A Milão-Sanremo é o primeiro Monumento da época e todos os anos reúne uma startlist de luxo. Porém, há cada vez menos sprinters, já que a corrida se orienta mais para especialistas das clássicas e até trepadores. Alguns corredores, como é o caso de
Arnaud De Lie, nem sequer alinham à partida por não acreditarem na vitória numa prova onde
Tadej Pogacar e
Mathieu van der Poel deverão estar no auge.
O líder da Lotto-Intermarché é também uma ausência de peso, sendo um corredor que, no papel, se adapta perfeitamente à prova. Embora sprinter, os resultados de De Lie aproximam-no do perfil de clássico, muito talhado para as clássicas flamengas e capaz de gerir as subidas mais curtas da costa da Ligúria. Correu a Sanremo apenas em 2023, sem contudo se imiscuir entre os melhores.
De Lie explicou-o em declarações ao
Het Laatste Nieuws: “A menos que o Pogacar e o Van der Poel telefonem a dizer que estão doentes cinco dias antes”, brincou. “Acho que estou a fazer a escolha certa”.
Ainda que hoje seja um corredor mais maduro, capaz de lutar por um grande resultado ou até vencer num cenário como o de 2024 (quando Jasper Philipsen triunfou num sprint reduzido), o belga não acredita nessa possibilidade com a corrida agora a tender a explodir na Cipressa. Tadej Pogacar ainda não venceu a prova, e a penúltima subida do dia é a mais propícia a ataques, como se viu na primavera passada.
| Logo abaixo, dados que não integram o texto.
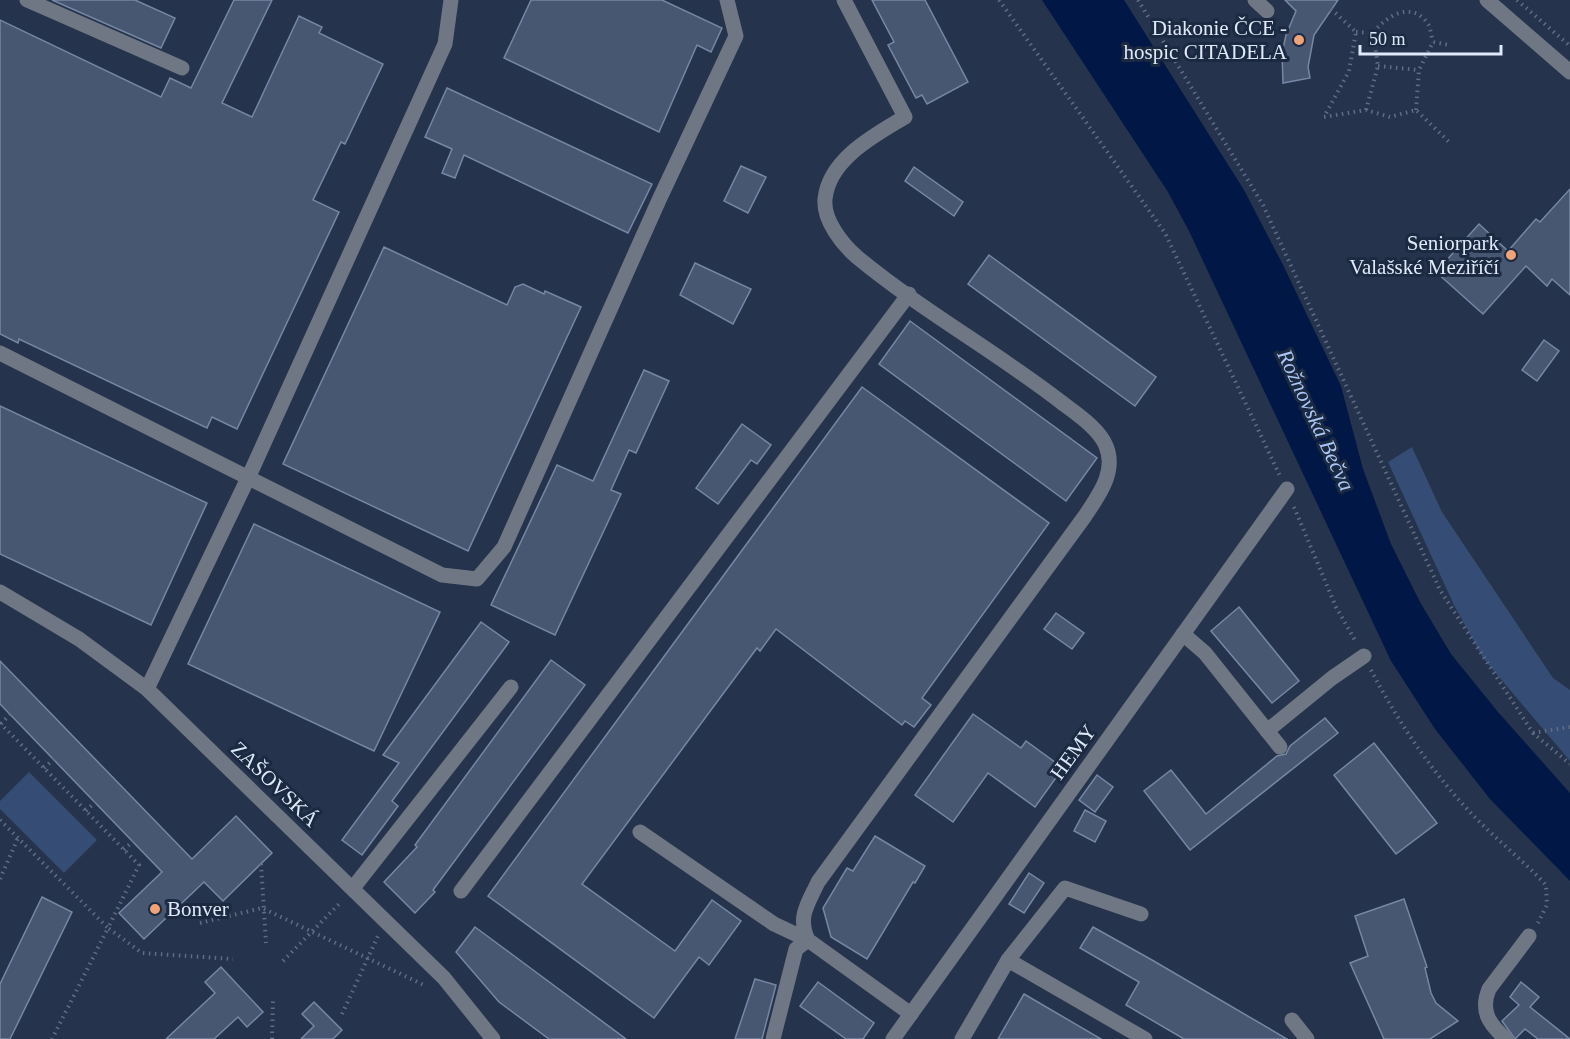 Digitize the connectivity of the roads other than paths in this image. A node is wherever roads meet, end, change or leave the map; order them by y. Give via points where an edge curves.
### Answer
1 (27, 0) edge
2 (451, 0) edge
3 (727, 0) edge
4 (844, 0) edge
5 (1255, 0) edge
6 (1487, 0) edge
7 (1267, 11) dead end
8 (182, 68) dead end
9 (1570, 72) edge
10 (909, 294) junction
11 (0, 353) edge
12 (249, 476) junction
13 (1287, 489) dead end
14 (0, 592) edge
15 (1183, 634) junction
16 (1364, 656) dead end
17 (511, 687) dead end
18 (147, 690) junction
19 (1267, 731) junction
20 (1280, 747) dead end
21 (640, 832) dead end
22 (353, 888) junction
23 (461, 891) dead end
24 (1141, 914) dead end
25 (1529, 936) dead end
26 (808, 940) junction
27 (1008, 960) junction
28 (911, 1014) junction
29 (1292, 1020) dead end
30 (493, 1039) edge
31 (772, 1039) edge
32 (893, 1039) edge
33 (962, 1039) edge
34 (1145, 1039) edge
35 (1307, 1039) edge
36 (1506, 1039) edge

1 - 8 street
2 - 12 street via 445,45
3 - 12 street via 736,36 504,548 477,579 442,575
4 - 10 street via 905,117 849,153 825,199 831,226 856,255
5 - 7 street
6 - 9 street
10 - 23 street
10 - 26 street via 1087,422 1106,445 1109,470 1103,489 1085,516 818,882 804,912 802,927
11 - 12 street
12 - 18 street
13 - 15 street, HEMY
14 - 18 street, ZAŠOVSKÁ via 79,639
15 - 19 street via 1205,653
15 - 28 street, HEMY
16 - 19 street
17 - 22 street
18 - 22 street, ZAŠOVSKÁ
19 - 20 street
21 - 26 street via 774,924
22 - 30 street, ZAŠOVSKÁ via 444,978
24 - 27 street via 1065,888
25 - 36 street via 1486,997 1487,1017
26 - 28 street
26 - 31 street via 796,949
27 - 33 street
27 - 34 street
28 - 32 street, HEMY
29 - 35 street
Belga quer vitórias, não Top 10
De Lie não teve o início de época ideal, tendo adiado o arranque devido a problemas de saúde;
ainda assim, ao começar na Clássica de Almería, assinou já uma exibição satisfatória nas suas palavras. Vai competir no Fim de Semana de Abertura dentro de uma semana, mas a sua primavera estará centrada nas clássicas do empedrado, não no Monumento italiano.
A razão é simples: “Tenho de ser realista: com eles na linha de partida não tenho hipóteses. Sobem a Cipressa um minuto mais rápido do que os outros. A Milão–Sanremo é um dia perdido para mim. Não faz sentido”. O belga admite que poderia assinar um bom resultado na corrida, mas mantém a mentalidade de sprinter, focado acima de tudo em vencer. “Um top 10 é bonito, mas para além disso não me diz muito”, justifica.
“Neste momento, tiro mais satisfação de uma vitória - por exemplo, dois dias antes no GP Denain. Talvez um dia volte, mas… tudo a seu tempo. E se nunca mais acontecer, não vou perder o sono por isso. Há coisas piores na vida”, concluiu.